(Collection entries)
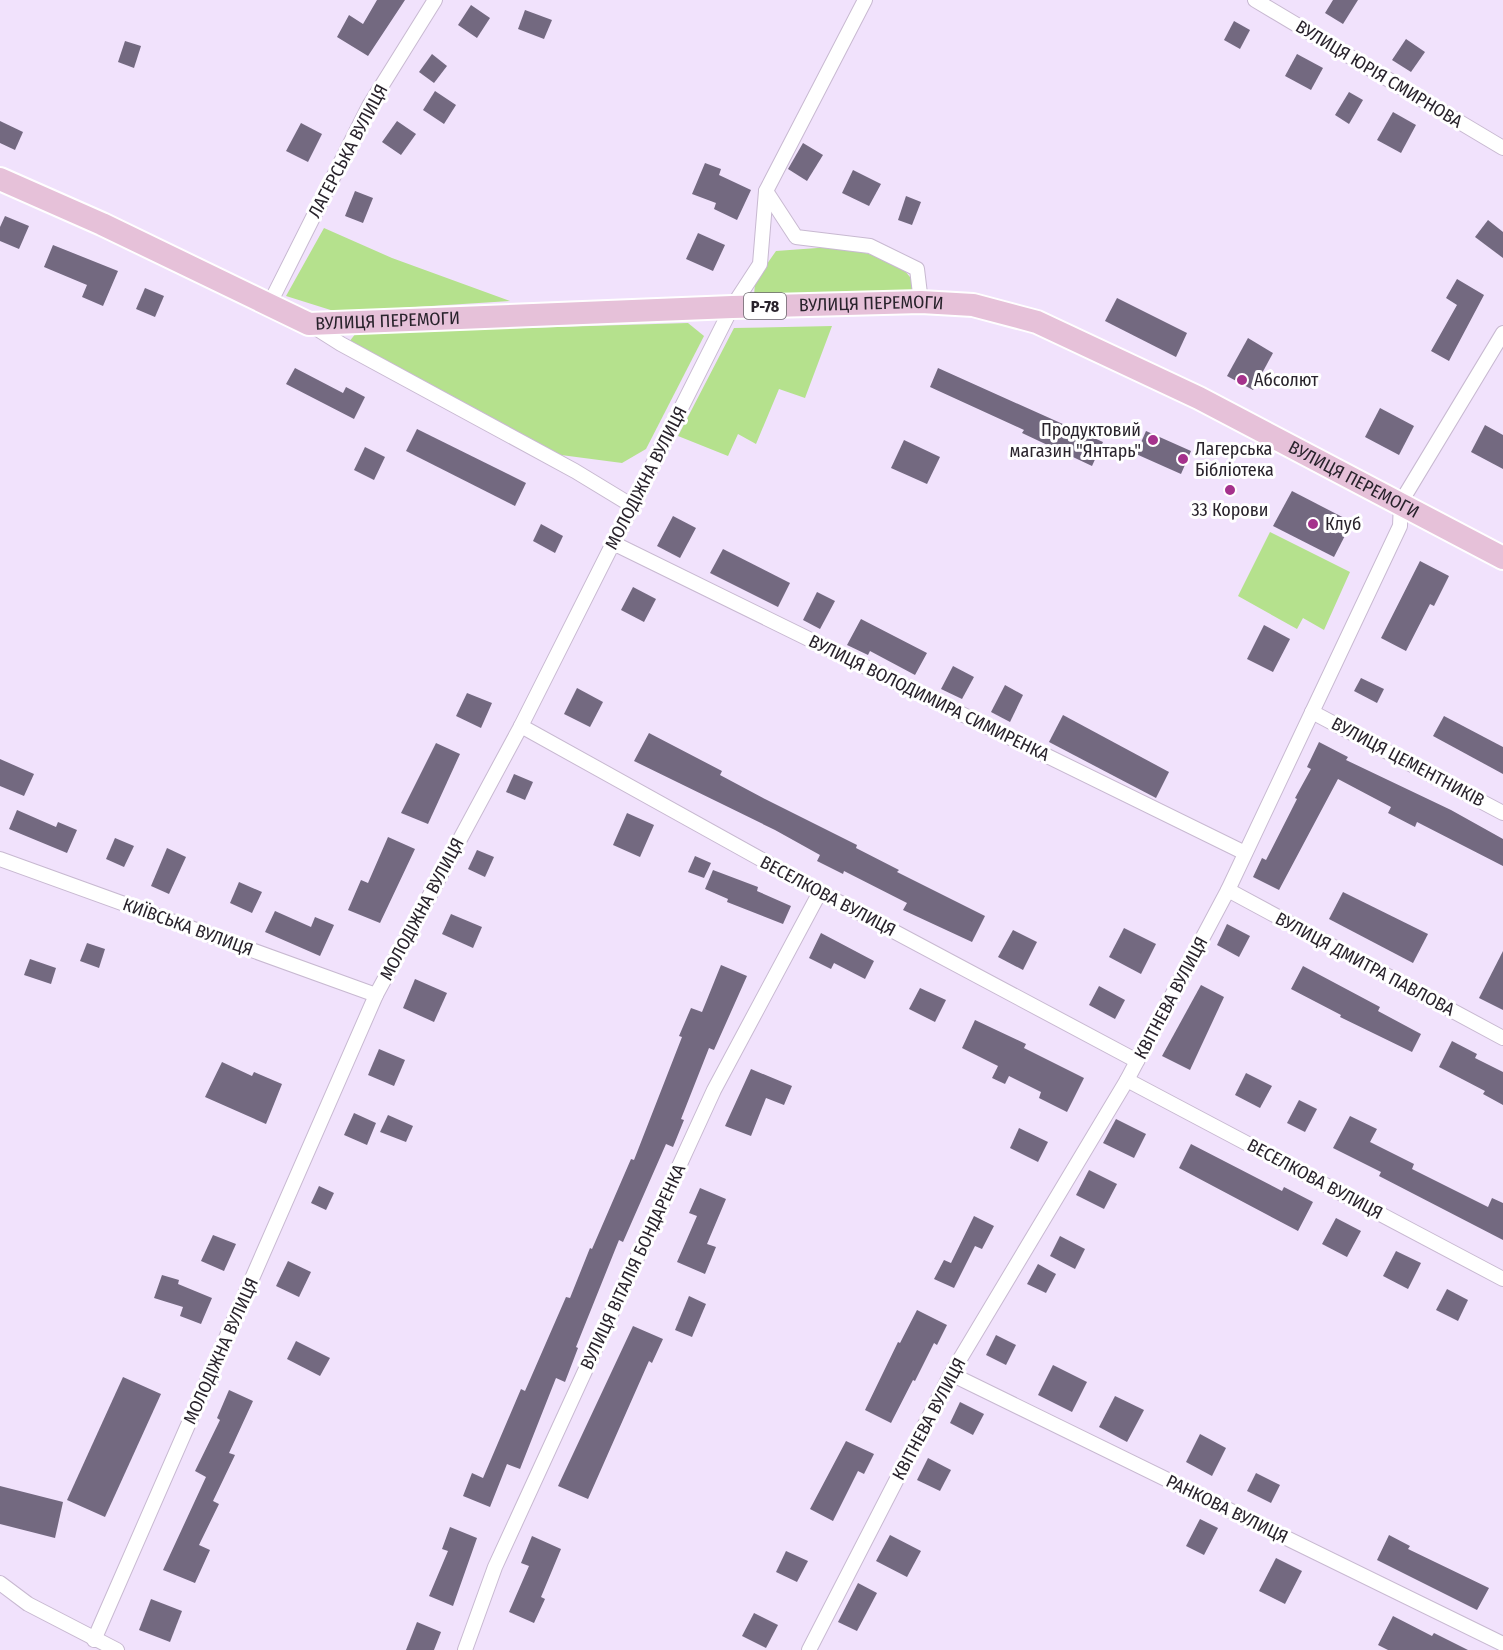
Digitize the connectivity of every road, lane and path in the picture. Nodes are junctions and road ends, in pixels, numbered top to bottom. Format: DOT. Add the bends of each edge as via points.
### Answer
graph roads {
  1 [pos="435,0"];
  2 [pos="865,0"];
  3 [pos="1255,0"];
  4 [pos="1503,148"];
  5 [pos="0,179"];
  6 [pos="766,191"];
  7 [pos="921,302"];
  8 [pos="269,305"];
  9 [pos="732,307"];
  10 [pos="309,324"];
  11 [pos="1503,333"];
  12 [pos="1401,502"];
  13 [pos="631,505"];
  14 [pos="613,543"];
  15 [pos="1503,558"];
  16 [pos="1312,712"];
  17 [pos="521,726"];
  18 [pos="1503,813"];
  19 [pos="1245,853"];
  20 [pos="0,859"];
  21 [pos="1228,891"];
  22 [pos="820,892"];
  23 [pos="376,995"];
  24 [pos="1503,1038"];
  25 [pos="1137,1061"];
  26 [pos="1127,1080"];
  27 [pos="1503,1279"];
  28 [pos="951,1374"];
  29 [pos="0,1583"];
  30 [pos="94,1640"];
  31 [pos="1503,1644"];
  32 [pos="117,1650"];
  33 [pos="465,1650"];
  34 [pos="809,1650"];
  1 -- 8 [label="street, ЛАГЕРСЬКА ВУЛИЦЯ" via="369,106"];
  2 -- 6 [label="street, МОЛОДІЖНА ВУЛИЦЯ"];
  3 -- 4 [label="street, ВУЛИЦЯ ЮРІЯ СМИРНОВА"];
  5 -- 8 [label="main road, ВУЛИЦЯ ПЕРЕМОГИ / Р-78"];
  6 -- 7 [label="street" via="796,237 870,246 917,269"];
  6 -- 9 [label="street, МОЛОДІЖНА ВУЛИЦЯ" via="760,264"];
  7 -- 9 [label="main road, ВУЛИЦЯ ПЕРЕМОГИ / Р-78"];
  7 -- 12 [label="main road, ВУЛИЦЯ ПЕРЕМОГИ / Р-78" via="973,305 1037,322 1199,398"];
  8 -- 10 [label="main road, ВУЛИЦЯ ПЕРЕМОГИ / Р-78"];
  9 -- 10 [label="main road, ВУЛИЦЯ ПЕРЕМОГИ / Р-78"];
  9 -- 13 [label="street, МОЛОДІЖНА ВУЛИЦЯ"];
  10 -- 13 [label="street"];
  11 -- 12 [label="street, КВІТНЕВА ВУЛИЦЯ"];
  12 -- 15 [label="main road, ВУЛИЦЯ ПЕРЕМОГИ / Р-78"];
  12 -- 16 [label="street, КВІТНЕВА ВУЛИЦЯ" via="1400,525"];
  13 -- 14 [label="street, МОЛОДІЖНА ВУЛИЦЯ"];
  14 -- 17 [label="street, МОЛОДІЖНА ВУЛИЦЯ"];
  14 -- 19 [label="street, ВУЛИЦЯ ВОЛОДИМИРА СИМИРЕНКА"];
  16 -- 18 [label="street, ВУЛИЦЯ ЦЕМЕНТНИКІВ"];
  16 -- 19 [label="street, КВІТНЕВА ВУЛИЦЯ"];
  17 -- 22 [label="street, ВЕСЕЛКОВА ВУЛИЦЯ"];
  17 -- 23 [label="street, МОЛОДІЖНА ВУЛИЦЯ"];
  19 -- 21 [label="street, КВІТНЕВА ВУЛИЦЯ"];
  20 -- 23 [label="street, КИЇВСЬКА ВУЛИЦЯ"];
  21 -- 24 [label="street, ВУЛИЦЯ ДМИТРА ПАВЛОВА"];
  21 -- 25 [label="street, КВІТНЕВА ВУЛИЦЯ"];
  22 -- 25 [label="street, ВЕСЕЛКОВА ВУЛИЦЯ"];
  22 -- 33 [label="street, ВУЛИЦЯ ВІТАЛІЯ БОНДАРЕНКА" via="714,1090 495,1567"];
  23 -- 30 [label="street, МОЛОДІЖНА ВУЛИЦЯ"];
  25 -- 26 [label="street, КВІТНЕВА ВУЛИЦЯ"];
  26 -- 27 [label="street, ВЕСЕЛКОВА ВУЛИЦЯ"];
  26 -- 28 [label="street, КВІТНЕВА ВУЛИЦЯ"];
  28 -- 31 [label="street, РАНКОВА ВУЛИЦЯ"];
  28 -- 34 [label="street, КВІТНЕВА ВУЛИЦЯ"];
  29 -- 30 [label="street" via="28,1604"];
  30 -- 32 [label="street"];
}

** Work item **
Please give all of the data again, exact and free of pictures.

** Written answer **
Digitize the connectivity of every road, lane and path in the picture. Nodes are junctions and road ends, in pixels, numbered top to bottom. Format: DOT. Add the bends of each edge as via points.
### Answer
graph roads {
  1 [pos="435,0"];
  2 [pos="865,0"];
  3 [pos="1255,0"];
  4 [pos="1503,148"];
  5 [pos="0,179"];
  6 [pos="766,191"];
  7 [pos="921,302"];
  8 [pos="269,305"];
  9 [pos="732,307"];
  10 [pos="309,324"];
  11 [pos="1503,333"];
  12 [pos="1401,502"];
  13 [pos="631,505"];
  14 [pos="613,543"];
  15 [pos="1503,558"];
  16 [pos="1312,712"];
  17 [pos="521,726"];
  18 [pos="1503,813"];
  19 [pos="1245,853"];
  20 [pos="0,859"];
  21 [pos="1228,891"];
  22 [pos="820,892"];
  23 [pos="376,995"];
  24 [pos="1503,1038"];
  25 [pos="1137,1061"];
  26 [pos="1127,1080"];
  27 [pos="1503,1279"];
  28 [pos="951,1374"];
  29 [pos="0,1583"];
  30 [pos="94,1640"];
  31 [pos="1503,1644"];
  32 [pos="117,1650"];
  33 [pos="465,1650"];
  34 [pos="809,1650"];
  1 -- 8 [label="street, ЛАГЕРСЬКА ВУЛИЦЯ" via="369,106"];
  2 -- 6 [label="street, МОЛОДІЖНА ВУЛИЦЯ"];
  3 -- 4 [label="street, ВУЛИЦЯ ЮРІЯ СМИРНОВА"];
  5 -- 8 [label="main road, ВУЛИЦЯ ПЕРЕМОГИ / Р-78"];
  6 -- 7 [label="street" via="796,237 870,246 917,269"];
  6 -- 9 [label="street, МОЛОДІЖНА ВУЛИЦЯ" via="760,264"];
  7 -- 9 [label="main road, ВУЛИЦЯ ПЕРЕМОГИ / Р-78"];
  7 -- 12 [label="main road, ВУЛИЦЯ ПЕРЕМОГИ / Р-78" via="973,305 1037,322 1199,398"];
  8 -- 10 [label="main road, ВУЛИЦЯ ПЕРЕМОГИ / Р-78"];
  9 -- 10 [label="main road, ВУЛИЦЯ ПЕРЕМОГИ / Р-78"];
  9 -- 13 [label="street, МОЛОДІЖНА ВУЛИЦЯ"];
  10 -- 13 [label="street"];
  11 -- 12 [label="street, КВІТНЕВА ВУЛИЦЯ"];
  12 -- 15 [label="main road, ВУЛИЦЯ ПЕРЕМОГИ / Р-78"];
  12 -- 16 [label="street, КВІТНЕВА ВУЛИЦЯ" via="1400,525"];
  13 -- 14 [label="street, МОЛОДІЖНА ВУЛИЦЯ"];
  14 -- 17 [label="street, МОЛОДІЖНА ВУЛИЦЯ"];
  14 -- 19 [label="street, ВУЛИЦЯ ВОЛОДИМИРА СИМИРЕНКА"];
  16 -- 18 [label="street, ВУЛИЦЯ ЦЕМЕНТНИКІВ"];
  16 -- 19 [label="street, КВІТНЕВА ВУЛИЦЯ"];
  17 -- 22 [label="street, ВЕСЕЛКОВА ВУЛИЦЯ"];
  17 -- 23 [label="street, МОЛОДІЖНА ВУЛИЦЯ"];
  19 -- 21 [label="street, КВІТНЕВА ВУЛИЦЯ"];
  20 -- 23 [label="street, КИЇВСЬКА ВУЛИЦЯ"];
  21 -- 24 [label="street, ВУЛИЦЯ ДМИТРА ПАВЛОВА"];
  21 -- 25 [label="street, КВІТНЕВА ВУЛИЦЯ"];
  22 -- 25 [label="street, ВЕСЕЛКОВА ВУЛИЦЯ"];
  22 -- 33 [label="street, ВУЛИЦЯ ВІТАЛІЯ БОНДАРЕНКА" via="714,1090 495,1567"];
  23 -- 30 [label="street, МОЛОДІЖНА ВУЛИЦЯ"];
  25 -- 26 [label="street, КВІТНЕВА ВУЛИЦЯ"];
  26 -- 27 [label="street, ВЕСЕЛКОВА ВУЛИЦЯ"];
  26 -- 28 [label="street, КВІТНЕВА ВУЛИЦЯ"];
  28 -- 31 [label="street, РАНКОВА ВУЛИЦЯ"];
  28 -- 34 [label="street, КВІТНЕВА ВУЛИЦЯ"];
  29 -- 30 [label="street" via="28,1604"];
  30 -- 32 [label="street"];
}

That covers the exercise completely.